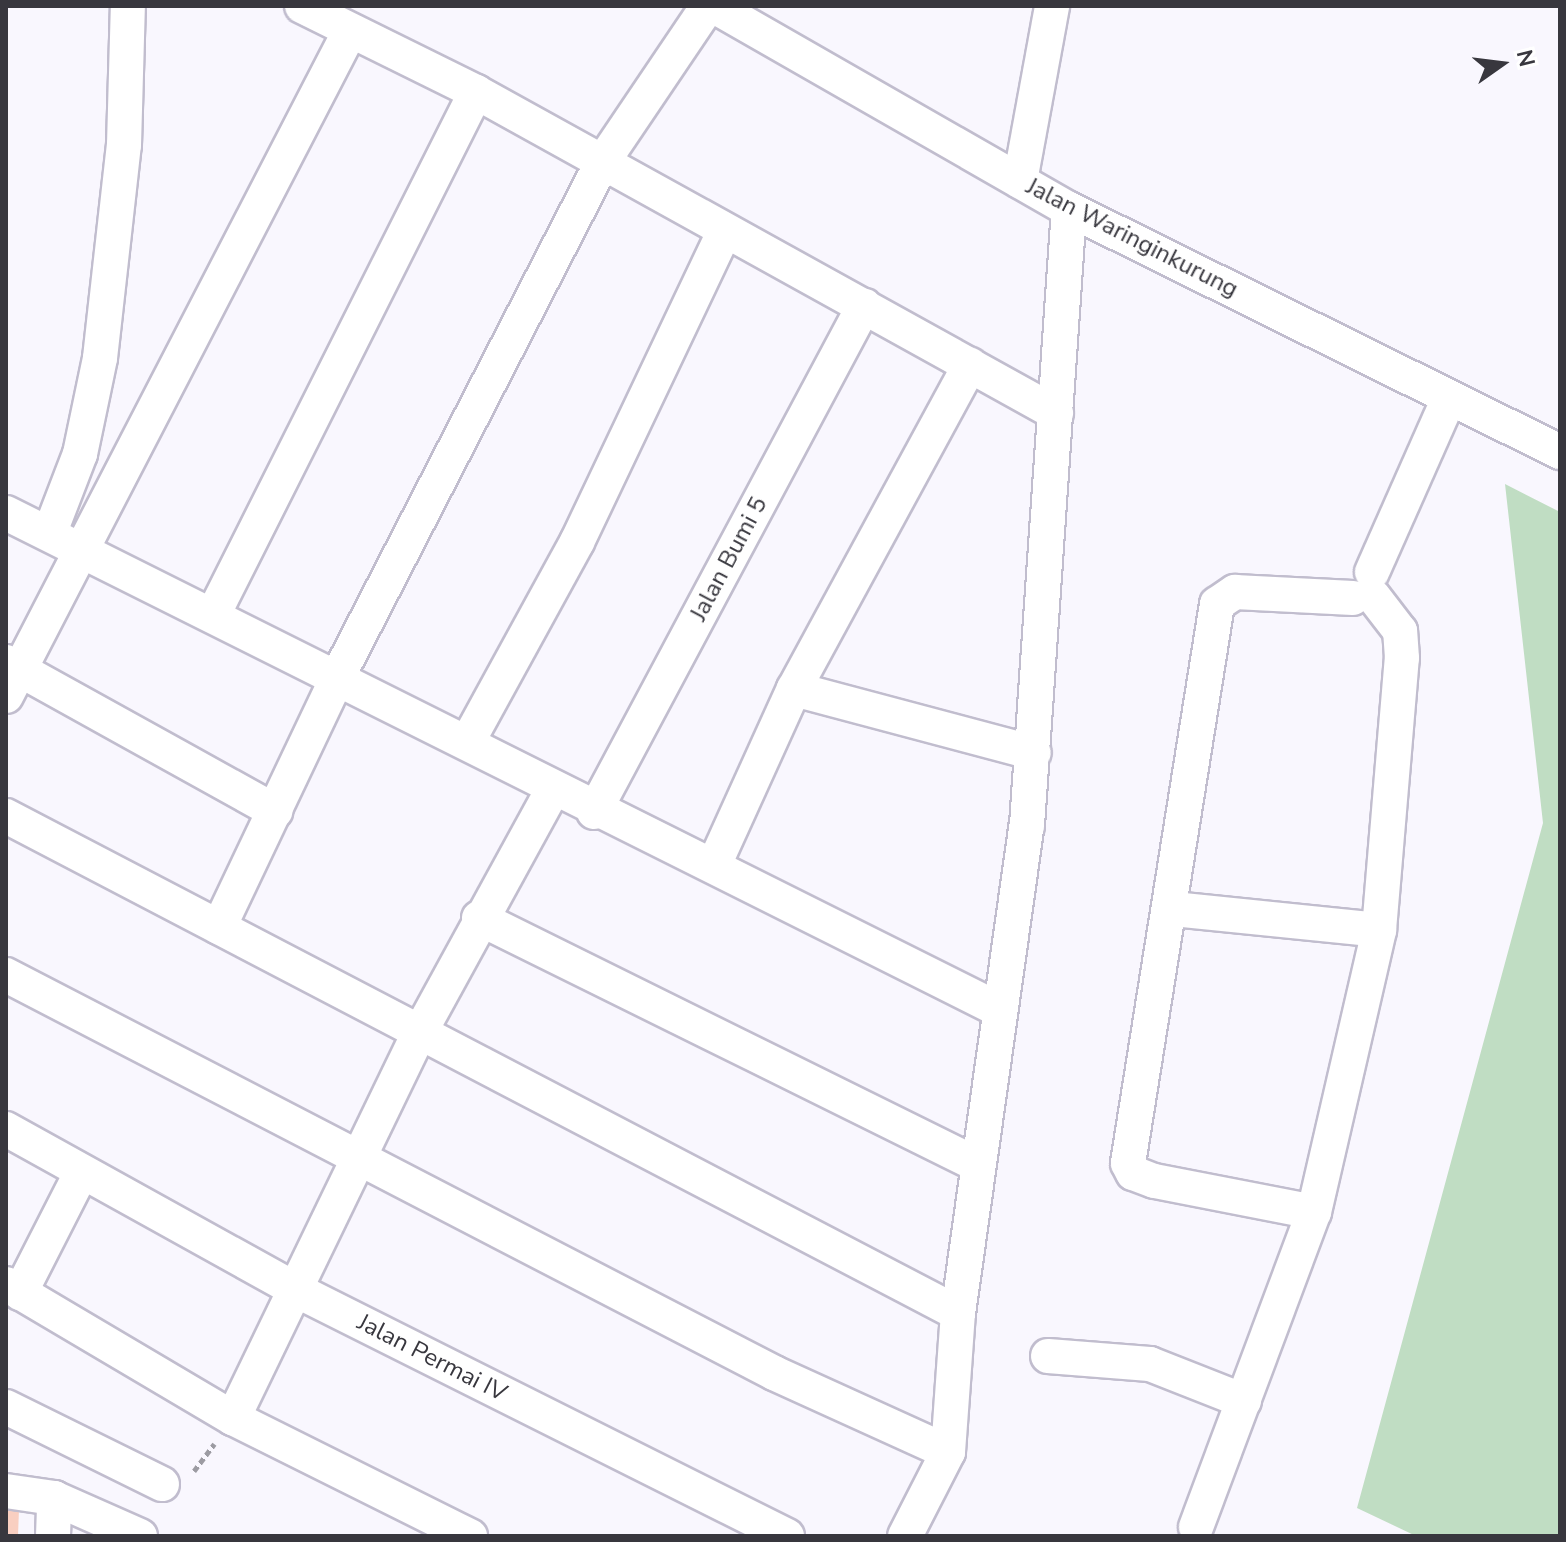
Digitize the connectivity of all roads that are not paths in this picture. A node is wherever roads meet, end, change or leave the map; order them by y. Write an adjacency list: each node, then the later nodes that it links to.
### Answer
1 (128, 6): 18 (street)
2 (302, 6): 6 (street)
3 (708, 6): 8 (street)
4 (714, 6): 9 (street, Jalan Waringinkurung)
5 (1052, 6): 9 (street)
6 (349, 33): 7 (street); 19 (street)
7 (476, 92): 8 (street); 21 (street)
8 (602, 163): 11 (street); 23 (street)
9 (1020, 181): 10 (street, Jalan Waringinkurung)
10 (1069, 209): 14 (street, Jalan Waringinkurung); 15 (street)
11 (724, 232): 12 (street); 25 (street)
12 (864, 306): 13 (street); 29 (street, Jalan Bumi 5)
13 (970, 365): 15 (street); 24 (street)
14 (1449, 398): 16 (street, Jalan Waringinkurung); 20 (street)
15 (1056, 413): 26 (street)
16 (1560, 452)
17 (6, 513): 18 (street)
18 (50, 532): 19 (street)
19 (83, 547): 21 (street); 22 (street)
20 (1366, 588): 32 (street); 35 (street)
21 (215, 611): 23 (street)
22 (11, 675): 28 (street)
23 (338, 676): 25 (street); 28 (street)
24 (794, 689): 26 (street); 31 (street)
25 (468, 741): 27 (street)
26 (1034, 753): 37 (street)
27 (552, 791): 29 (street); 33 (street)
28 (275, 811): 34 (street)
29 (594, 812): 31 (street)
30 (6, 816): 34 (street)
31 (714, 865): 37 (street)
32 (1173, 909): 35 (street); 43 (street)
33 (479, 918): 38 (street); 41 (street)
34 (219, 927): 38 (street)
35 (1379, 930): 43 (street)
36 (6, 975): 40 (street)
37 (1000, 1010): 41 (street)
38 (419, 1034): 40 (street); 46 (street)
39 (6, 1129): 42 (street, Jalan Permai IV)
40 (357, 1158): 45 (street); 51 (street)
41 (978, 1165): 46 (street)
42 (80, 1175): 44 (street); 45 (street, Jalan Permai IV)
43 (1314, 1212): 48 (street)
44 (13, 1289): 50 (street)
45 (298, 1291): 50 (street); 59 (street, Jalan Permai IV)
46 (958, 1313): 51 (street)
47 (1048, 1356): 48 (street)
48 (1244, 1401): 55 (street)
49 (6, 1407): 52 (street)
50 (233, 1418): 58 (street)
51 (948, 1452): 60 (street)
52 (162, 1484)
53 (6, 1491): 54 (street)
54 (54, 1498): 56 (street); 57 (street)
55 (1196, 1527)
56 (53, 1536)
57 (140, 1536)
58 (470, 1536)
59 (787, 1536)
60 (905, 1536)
...
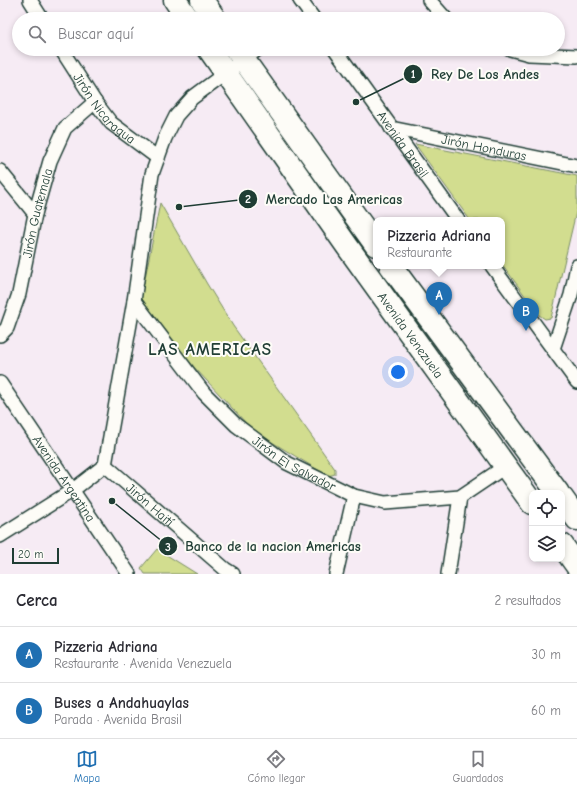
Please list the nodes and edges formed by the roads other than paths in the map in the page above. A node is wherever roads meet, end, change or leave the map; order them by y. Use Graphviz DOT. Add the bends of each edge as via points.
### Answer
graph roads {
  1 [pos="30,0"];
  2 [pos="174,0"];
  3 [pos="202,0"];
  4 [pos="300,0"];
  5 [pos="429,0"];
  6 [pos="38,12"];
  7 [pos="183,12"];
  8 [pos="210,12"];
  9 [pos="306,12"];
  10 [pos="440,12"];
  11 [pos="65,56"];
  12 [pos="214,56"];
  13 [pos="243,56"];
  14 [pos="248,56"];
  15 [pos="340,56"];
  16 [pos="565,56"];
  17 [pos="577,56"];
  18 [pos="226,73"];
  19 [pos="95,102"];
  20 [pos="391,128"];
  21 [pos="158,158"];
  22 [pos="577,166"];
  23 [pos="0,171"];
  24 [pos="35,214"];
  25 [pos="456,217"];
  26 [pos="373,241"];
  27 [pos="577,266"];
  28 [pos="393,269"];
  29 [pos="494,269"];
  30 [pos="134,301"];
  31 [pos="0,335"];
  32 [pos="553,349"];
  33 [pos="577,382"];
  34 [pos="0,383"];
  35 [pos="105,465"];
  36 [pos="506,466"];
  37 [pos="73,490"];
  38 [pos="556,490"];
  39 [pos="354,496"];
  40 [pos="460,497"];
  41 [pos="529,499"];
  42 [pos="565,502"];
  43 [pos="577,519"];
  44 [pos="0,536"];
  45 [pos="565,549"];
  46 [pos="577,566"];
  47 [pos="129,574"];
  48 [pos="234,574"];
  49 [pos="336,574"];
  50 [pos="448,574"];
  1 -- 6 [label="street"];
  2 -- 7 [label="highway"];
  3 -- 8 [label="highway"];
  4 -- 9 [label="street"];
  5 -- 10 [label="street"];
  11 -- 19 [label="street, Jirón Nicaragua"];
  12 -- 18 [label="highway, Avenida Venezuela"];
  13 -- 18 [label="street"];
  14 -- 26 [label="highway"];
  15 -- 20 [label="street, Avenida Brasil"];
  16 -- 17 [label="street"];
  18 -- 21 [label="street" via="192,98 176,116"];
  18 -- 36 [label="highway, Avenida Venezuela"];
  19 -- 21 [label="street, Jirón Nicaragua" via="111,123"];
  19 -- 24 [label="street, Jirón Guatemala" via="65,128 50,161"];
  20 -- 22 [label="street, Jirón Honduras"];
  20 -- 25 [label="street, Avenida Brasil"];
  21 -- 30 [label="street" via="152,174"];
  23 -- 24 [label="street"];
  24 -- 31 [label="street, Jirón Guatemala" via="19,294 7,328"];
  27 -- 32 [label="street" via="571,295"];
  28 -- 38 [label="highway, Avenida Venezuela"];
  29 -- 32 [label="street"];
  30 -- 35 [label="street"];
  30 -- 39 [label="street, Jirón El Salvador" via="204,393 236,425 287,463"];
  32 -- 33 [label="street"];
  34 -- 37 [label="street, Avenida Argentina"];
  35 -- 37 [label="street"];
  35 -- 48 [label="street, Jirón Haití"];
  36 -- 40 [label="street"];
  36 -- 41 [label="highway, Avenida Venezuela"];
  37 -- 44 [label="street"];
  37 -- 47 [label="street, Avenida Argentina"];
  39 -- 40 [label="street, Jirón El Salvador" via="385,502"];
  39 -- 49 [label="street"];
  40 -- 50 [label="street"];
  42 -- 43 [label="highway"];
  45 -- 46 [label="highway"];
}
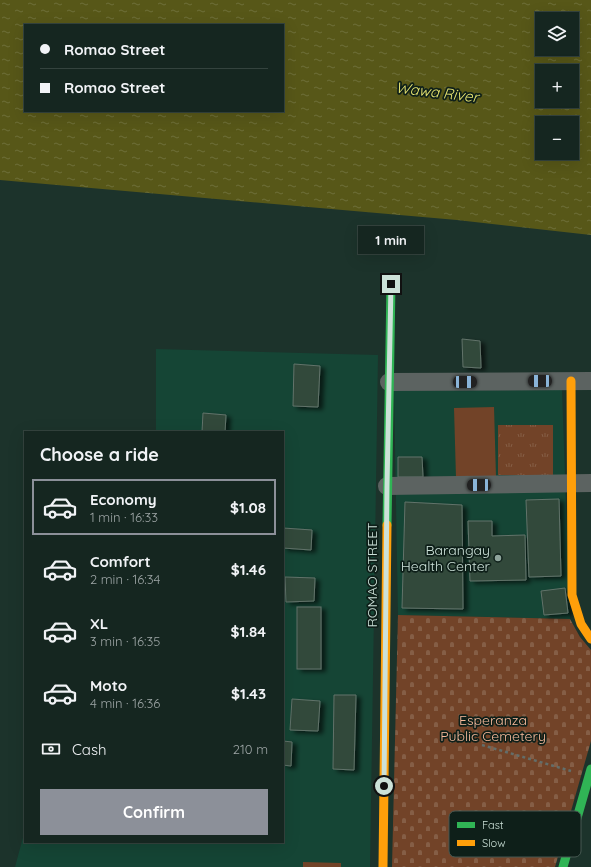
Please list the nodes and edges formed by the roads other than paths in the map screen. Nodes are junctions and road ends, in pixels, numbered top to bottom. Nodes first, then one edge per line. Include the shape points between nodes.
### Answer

YOUR TASK
Respond with a single number: the count of lines in the entries above that contain the string "each".

SOLVED EXERCISE
2